Creating a supportive culture for public engagement with research

The first steps and essential resources for building a culture where public engagement with research can thrive.

updated on 07 Mar 2024
4 minutes read

Assess your institutional culture

There is a saying that ‘culture eats strategy for breakfast’ – so you need to start by asking: how supportive and committed is our institutional culture when it comes to public engagement?  

 The NCCPE’s EDGE tool can help you do this – and it’s a great way to engage and involve colleagues and partners from outside the university, and to build an evidence base for your strategy. 

The EDGE tool has nine focal points which form a self-assessment matrix, to allow you to assess your institution's progress. We've called it the EDGE Tool as it describes ‘Embryonic', 'Developing', 'Gripping' and 'Embedded' approaches to supporting engagement.   

The EDGE tool provides a useful device to get colleagues talking and reflecting on the current state of play in your department, school or institution, and helps identify where to focus your efforts.  

As you embark on this change journey, you might also want to develop your own understanding of why addressing culture matters, and how you can begin to catalyse culture change: we have produced two briefings to help you with this.    

Paul speaking and gesturing with his hands

There are three key things that a good strategy helps you to achieve. It helps you to build a shared sense of purpose with colleagues. It takes account of the context in which you work, as this will shape what it is possible to achieve. And it defines clear goals and success measures to help you to judge your progress and share your success.

Paul Manners
Co-Director, NCCPE

Develop your case

A good strategy needs to align with external and internal ‘drivers’ if it is to gain traction. It is important to take time to review the external policy environment and to understand how HE funding and policy incentivises public engagement. 

You will also need to ensure that the strategy ‘goes with the grain’ of your institution. Every university should have a distinctive approach, informed by your location, the scale of your operations, the relative ‘mix’ of research, knowledge exchange and teaching, and your disciplinary and practice focus.

Our recent 'Engaged University' review revealed that Public Engagement is increasingly being positioned as a top-level strategic priority by HEIs, partly in response to increased pressure from both government and funders for impact and accountability.

Involve people and learn from others

A strategy needs a lot of buy-in – from senior staff, professional services and academic colleagues to external partners. You need to stimulate lots of discussion as you work with colleagues to plot your course.
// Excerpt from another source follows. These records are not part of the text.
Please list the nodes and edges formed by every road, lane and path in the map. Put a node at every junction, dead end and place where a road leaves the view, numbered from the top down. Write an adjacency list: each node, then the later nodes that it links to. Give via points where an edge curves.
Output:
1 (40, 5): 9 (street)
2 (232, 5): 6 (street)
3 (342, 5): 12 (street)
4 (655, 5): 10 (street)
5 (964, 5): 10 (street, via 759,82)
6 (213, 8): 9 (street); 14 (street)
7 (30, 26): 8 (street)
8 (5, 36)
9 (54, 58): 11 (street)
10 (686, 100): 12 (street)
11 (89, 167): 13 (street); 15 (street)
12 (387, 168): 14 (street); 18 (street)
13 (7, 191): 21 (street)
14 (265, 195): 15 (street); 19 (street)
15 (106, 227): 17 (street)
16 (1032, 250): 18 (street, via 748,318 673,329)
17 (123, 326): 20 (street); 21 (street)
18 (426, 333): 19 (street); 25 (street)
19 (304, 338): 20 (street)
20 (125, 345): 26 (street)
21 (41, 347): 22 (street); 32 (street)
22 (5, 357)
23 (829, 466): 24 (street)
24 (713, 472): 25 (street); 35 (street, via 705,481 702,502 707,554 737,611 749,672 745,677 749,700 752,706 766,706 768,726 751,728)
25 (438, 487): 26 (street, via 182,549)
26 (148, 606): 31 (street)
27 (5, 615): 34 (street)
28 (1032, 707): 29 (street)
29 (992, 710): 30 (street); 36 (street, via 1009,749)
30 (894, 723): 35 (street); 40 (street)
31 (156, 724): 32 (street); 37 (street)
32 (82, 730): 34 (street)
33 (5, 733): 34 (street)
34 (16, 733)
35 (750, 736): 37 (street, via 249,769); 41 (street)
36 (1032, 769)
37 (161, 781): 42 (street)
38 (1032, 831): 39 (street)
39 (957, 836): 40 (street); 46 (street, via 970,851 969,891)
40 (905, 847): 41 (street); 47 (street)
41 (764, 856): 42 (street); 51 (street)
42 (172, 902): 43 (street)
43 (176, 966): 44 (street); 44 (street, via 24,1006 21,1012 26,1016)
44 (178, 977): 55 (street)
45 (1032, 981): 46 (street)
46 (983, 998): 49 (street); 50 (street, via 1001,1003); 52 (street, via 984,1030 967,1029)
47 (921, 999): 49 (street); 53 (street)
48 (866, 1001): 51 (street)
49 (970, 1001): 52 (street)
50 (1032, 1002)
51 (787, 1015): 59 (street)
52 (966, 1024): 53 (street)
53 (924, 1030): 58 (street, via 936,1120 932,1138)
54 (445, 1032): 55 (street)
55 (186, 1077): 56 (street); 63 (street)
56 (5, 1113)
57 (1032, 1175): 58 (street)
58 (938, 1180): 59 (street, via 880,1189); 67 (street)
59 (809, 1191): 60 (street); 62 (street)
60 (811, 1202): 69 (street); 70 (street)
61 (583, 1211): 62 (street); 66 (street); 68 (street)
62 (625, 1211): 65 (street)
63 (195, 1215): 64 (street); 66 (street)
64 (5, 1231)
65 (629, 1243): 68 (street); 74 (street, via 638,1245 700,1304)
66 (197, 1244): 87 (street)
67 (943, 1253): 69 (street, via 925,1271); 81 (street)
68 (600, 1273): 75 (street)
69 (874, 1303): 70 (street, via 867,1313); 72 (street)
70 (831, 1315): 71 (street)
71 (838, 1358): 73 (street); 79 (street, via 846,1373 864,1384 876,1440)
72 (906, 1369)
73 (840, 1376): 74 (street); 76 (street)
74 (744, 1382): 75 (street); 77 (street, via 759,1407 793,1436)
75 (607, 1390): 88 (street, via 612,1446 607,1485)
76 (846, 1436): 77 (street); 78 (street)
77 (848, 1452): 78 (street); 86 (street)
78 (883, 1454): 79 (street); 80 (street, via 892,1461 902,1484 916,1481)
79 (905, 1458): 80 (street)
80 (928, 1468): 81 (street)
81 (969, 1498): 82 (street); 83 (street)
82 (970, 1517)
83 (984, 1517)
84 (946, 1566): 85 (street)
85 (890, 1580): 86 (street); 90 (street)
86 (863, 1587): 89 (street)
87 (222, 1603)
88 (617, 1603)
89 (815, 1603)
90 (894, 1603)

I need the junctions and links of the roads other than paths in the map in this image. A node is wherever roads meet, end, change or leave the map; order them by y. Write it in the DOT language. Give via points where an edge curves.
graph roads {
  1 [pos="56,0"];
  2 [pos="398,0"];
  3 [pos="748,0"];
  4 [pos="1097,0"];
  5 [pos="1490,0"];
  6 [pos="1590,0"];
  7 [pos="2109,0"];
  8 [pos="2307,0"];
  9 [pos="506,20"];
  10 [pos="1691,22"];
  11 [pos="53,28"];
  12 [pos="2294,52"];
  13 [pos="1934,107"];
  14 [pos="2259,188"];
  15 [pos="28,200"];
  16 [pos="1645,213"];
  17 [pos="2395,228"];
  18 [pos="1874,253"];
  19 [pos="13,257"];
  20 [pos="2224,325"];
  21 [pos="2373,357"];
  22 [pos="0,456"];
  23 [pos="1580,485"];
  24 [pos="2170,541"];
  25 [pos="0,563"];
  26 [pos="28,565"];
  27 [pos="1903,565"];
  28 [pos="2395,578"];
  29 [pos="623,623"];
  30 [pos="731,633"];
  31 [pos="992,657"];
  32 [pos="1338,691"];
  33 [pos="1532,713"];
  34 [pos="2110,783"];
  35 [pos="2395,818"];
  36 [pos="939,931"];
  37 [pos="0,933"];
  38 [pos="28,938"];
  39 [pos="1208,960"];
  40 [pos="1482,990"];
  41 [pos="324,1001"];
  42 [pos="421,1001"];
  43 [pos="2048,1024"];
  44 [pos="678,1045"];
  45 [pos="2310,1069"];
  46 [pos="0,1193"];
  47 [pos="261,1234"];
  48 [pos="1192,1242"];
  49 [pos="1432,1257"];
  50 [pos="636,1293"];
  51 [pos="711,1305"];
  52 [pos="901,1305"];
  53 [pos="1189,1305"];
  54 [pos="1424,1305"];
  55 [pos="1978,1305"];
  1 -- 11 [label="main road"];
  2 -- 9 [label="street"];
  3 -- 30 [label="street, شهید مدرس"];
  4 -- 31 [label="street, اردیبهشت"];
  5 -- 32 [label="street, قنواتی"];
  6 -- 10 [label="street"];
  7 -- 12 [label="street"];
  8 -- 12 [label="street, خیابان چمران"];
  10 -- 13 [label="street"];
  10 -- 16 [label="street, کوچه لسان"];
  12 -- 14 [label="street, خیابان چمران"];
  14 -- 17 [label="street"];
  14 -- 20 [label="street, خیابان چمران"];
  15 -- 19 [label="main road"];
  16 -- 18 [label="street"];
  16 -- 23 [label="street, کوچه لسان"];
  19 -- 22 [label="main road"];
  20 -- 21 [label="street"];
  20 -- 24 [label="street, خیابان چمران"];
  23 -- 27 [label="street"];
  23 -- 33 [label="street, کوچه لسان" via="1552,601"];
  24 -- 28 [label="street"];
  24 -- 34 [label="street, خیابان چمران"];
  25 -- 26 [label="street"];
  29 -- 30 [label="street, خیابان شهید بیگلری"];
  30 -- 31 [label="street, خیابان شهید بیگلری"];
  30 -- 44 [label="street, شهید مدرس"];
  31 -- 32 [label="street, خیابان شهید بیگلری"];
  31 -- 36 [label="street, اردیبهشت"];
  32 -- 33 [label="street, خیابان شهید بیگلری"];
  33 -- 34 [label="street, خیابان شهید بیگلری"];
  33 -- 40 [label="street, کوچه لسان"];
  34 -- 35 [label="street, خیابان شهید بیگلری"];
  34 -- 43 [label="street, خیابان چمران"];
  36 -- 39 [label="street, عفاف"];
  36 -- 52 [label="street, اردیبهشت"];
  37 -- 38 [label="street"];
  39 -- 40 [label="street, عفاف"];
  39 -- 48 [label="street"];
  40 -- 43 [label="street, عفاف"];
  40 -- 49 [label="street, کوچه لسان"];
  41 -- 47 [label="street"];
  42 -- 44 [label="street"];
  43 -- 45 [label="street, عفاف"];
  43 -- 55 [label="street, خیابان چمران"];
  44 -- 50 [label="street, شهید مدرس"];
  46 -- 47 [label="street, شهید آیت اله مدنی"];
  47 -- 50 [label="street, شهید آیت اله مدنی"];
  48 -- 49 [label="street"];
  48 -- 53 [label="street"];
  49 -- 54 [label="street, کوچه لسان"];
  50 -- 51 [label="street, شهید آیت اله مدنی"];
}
The NCCPE has produced a range of ‘tools for talking’ to help you to initiate these conversations and to build common purpose.  

As well as leading conversations with staff, students and partners, it really helps to step back and reach out to other HEIs and to learn from their experiences of developing strategic support for public engagement. The NCCPE can help to connect you to other people.

Articulate your theory of change and make it happen

So, we’ve taken you through some of the essentials for building a robust platform to create your plan for culture change and make your case for investment.

The next step is to develop a ‘theory of change’ to underpin strategic planning. A theory of change focuses on why a problem exists and how you might go about trying to change it. It helps to unpick the complex problem of ‘how to embed support for public engagement’: what attitudes and behaviours lead to public engagement not being embedded, and what interventions might be able to change these attitudes and behaviours. It revolves around three key questions: Why is it this way? Can it be changed? And how might this change affect things? We have created a helpful resource to help you to apply this approach to develop your engagement strategy, and to explore how other HEIs have tackled the challenge.

A woman with blonde hair smiling as she speaks to an audience

Using this approach has enabled me to map out answers to the complex challenge of tackling culture change -  and break it down into practical, useful activities which are most likely to create change.

Mary-Clare Hallsworth
Public Engagement Consultant
David Amigoni

Culture change is a lengthy process. Within the time it takes to make progress, landscapes shift, personnel change and new challenges and opportunities emerge. Taking stock of these shifting facets regularly and having the opportunity to adjust our plans and spend has been critical for our work.